Die Exporte der deutschen Elektro- und Digitalindustrie lagen im Mai 2024 niedriger als noch ein Jahr zuvor. Insgesamt reduzierten sie sich um 7,6% auf 18,7Mrd.€. „Nach dem vorherigen zwischenzeitlichen Anstieg im April bedeutet der jüngste neuerliche Lieferrückgang, dass sich die Erholung im Elektro-Außenhandel weiterhin hinauszögert“, sagte ZVEI-Chefvolkswirt Dr. Andreas Gontermann. Kumuliert von Januar bis Mai summierten sich die aggregierten Branchenausfuhren auf 102,9Mrd.€, was einem Rückgang im Vergleich zum Vorjahreswert um 2,9% entspricht. Die Einfuhren elektrotechnischer und elektronischer Erzeugnisse nach Deutschland gingen mit minus 10,5% auf 19,3Mrd.€ im Mai stärker zurück als die Ausfuhren. In den ersten fünf Monaten dieses Jahres beliefen sich die zusammengenommenen Importe auf 104,1Mrd.€, womit sie 8% unter Vorjahr rangierten.

Die deutsche Elektro- und Digitalindustrie lieferte im Mai 2024 Waren im Wert von 12Mrd.€ in die Industrieländer. Das waren 8,7% weniger als ein Jahr zuvor. Ein Zuwachs konnte im Mai lediglich bei den Exporten nach Dänemark erzielt werden, die um 9,6% auf 256Mrd.€ zulegten. Im Geschäft mit allen anderen größeren Industrieländern wurden dagegen Rückgänge vermeldet. So sanken die Lieferungen in die USA (-3% auf 2Mrd.€), nach Tschechien (-3,2% auf 795Mio.€), Südkorea (-4,7% auf 284Mio.€), Frankreich (-8% auf 1,1Mrd.€), Spanien (-8,2% auf 641Mio.€), UK (-8,4% auf 717Mio.€), Japan (-8,5% auf 217Mio.€) und Belgien (-9,8% auf 409Mio.€). Zweistellig nach unten ging es bei den Ausfuhren nach Schweden (-10,2% auf 395Mio.€), in die Niederlande (-10,9% auf 1,1Mrd.€), die Schweiz (-12% auf 592Mio.€), nach Österreich (-16,9% auf 747Mio.€) und Italien (-19% auf 814Mio.€). Besonders ausgeprägt war der Rückgang der Exporte nach Taiwan (-28% auf 219Mio.€). Im Gesamtzeitraum von Januar bis Mai 2024 summierten sich die Elektroausfuhren in die Gruppe der Industrieländer auf 66,3Mrd.€ – ein Minus von 4,6% zum Vorjahr.
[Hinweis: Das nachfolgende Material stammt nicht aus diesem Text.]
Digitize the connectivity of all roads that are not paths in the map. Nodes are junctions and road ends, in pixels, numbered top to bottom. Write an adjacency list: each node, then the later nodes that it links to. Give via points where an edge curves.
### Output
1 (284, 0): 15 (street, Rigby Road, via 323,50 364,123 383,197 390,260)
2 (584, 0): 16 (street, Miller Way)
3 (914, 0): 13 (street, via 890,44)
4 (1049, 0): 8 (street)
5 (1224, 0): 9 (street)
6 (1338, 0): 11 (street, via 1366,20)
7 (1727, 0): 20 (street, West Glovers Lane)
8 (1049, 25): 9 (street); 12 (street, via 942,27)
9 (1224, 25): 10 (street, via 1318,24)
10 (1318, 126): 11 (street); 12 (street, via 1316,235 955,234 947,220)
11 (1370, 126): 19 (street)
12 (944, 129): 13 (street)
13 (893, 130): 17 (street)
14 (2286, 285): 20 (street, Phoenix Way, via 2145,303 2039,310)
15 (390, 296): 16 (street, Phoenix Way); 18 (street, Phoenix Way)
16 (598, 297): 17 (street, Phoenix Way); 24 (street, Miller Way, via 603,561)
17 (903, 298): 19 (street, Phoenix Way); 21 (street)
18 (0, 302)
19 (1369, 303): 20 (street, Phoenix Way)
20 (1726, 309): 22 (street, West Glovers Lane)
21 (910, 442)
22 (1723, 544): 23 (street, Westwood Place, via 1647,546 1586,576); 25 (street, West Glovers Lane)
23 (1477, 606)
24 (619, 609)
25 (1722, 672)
„Aber auch die Lieferungen nach China, das größte Abnehmerland der deutschen Elektrobranche, fielen im Mai um 5,3% auf 2,1Mrd.€ zurück, nachdem die vorherigen Monate des laufenden Jahres hier mehrheitlich wieder Zuwächse gebracht hatten“, sagte Gontermann.
Die Schwellenländer wurden von der deutschen Elektro- und Digitalindustrie im Mai 2024 mit Waren im Wert von 6,7Mrd.€ beliefert. Gegenüber dem Vorjahr war dies ein Rückgang um 5,5%. Zuwächse verzeichneten die Branchenlieferungen nach Südafrika und Indien, die um jeweils 1,8% auf 132 bzw. 252Mrd.€ stiegen. Die von Januar bis Mai kumulierten Elektroexporte in die Gruppe der Schwellenländer beliefen sich auf 36,6Mrd.€ und lagen damit um 0,4% höher als im gleichen Vorjahreszeitraum.